Entries taken from a collection:
──────────

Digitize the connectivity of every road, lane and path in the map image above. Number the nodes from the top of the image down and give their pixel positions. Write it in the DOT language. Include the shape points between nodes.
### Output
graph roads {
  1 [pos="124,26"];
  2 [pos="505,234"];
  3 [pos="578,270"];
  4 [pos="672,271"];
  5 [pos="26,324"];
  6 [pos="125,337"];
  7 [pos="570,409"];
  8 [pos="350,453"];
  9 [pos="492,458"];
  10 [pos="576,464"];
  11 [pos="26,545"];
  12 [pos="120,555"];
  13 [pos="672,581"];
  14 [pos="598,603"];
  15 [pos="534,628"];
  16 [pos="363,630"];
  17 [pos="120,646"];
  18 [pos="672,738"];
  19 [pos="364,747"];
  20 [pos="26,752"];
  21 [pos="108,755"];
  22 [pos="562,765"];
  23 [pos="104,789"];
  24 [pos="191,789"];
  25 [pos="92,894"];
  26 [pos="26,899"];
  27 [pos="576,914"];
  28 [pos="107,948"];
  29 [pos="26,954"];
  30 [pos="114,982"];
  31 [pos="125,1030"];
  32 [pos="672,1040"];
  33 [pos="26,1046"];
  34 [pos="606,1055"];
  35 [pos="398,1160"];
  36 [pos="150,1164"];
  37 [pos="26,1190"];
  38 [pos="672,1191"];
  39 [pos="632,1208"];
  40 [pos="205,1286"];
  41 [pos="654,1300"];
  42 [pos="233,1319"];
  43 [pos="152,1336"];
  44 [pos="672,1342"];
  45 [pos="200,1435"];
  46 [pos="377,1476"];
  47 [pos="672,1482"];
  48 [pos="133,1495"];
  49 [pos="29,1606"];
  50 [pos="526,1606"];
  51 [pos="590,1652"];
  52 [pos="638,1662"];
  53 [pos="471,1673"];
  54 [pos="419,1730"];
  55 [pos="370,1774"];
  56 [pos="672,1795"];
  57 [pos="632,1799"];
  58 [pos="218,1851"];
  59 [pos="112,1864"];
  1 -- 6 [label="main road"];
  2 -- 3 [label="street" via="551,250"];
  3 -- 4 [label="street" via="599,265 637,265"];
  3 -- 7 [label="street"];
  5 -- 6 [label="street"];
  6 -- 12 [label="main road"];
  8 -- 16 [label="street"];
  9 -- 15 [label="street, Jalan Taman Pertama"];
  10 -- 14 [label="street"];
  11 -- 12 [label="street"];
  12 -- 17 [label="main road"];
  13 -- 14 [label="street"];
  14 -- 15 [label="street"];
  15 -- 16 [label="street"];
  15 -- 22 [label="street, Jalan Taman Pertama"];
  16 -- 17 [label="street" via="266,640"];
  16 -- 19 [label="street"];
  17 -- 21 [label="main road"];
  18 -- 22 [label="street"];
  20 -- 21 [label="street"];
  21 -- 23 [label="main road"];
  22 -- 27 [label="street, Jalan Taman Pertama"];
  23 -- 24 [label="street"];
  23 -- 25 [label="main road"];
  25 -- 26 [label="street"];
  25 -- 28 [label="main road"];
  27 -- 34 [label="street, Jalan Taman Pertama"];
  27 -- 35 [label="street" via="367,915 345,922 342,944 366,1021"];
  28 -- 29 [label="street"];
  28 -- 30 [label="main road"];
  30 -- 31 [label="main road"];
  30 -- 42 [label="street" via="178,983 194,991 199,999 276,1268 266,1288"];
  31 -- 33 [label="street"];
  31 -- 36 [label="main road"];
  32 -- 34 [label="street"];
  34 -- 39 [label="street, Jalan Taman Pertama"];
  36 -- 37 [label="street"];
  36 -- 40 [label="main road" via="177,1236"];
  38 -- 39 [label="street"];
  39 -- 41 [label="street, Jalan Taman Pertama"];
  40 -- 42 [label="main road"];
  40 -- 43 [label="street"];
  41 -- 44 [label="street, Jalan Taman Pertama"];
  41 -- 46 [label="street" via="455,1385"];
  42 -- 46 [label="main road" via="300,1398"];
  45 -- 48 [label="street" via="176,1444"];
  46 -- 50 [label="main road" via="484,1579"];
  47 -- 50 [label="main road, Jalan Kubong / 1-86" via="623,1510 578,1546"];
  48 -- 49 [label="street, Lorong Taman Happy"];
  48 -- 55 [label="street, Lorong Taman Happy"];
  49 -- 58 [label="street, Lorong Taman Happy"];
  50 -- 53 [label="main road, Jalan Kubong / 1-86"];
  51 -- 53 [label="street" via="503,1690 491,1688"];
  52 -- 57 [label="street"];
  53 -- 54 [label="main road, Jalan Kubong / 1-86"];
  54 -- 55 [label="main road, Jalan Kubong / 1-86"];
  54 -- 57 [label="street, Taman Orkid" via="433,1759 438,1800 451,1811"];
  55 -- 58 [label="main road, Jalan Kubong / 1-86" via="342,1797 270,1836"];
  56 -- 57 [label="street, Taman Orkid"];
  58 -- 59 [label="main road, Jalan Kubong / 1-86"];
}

──────────

* _YOUR OBJECTIVE_: In the entries above, which lines hold the string "Lorong"? Report all of them.

* _RESPONSE TO THIS EXERCISE_:
  48 -- 49 [label="street, Lorong Taman Happy"];
  48 -- 55 [label="street, Lorong Taman Happy"];
  49 -- 58 [label="street, Lorong Taman Happy"];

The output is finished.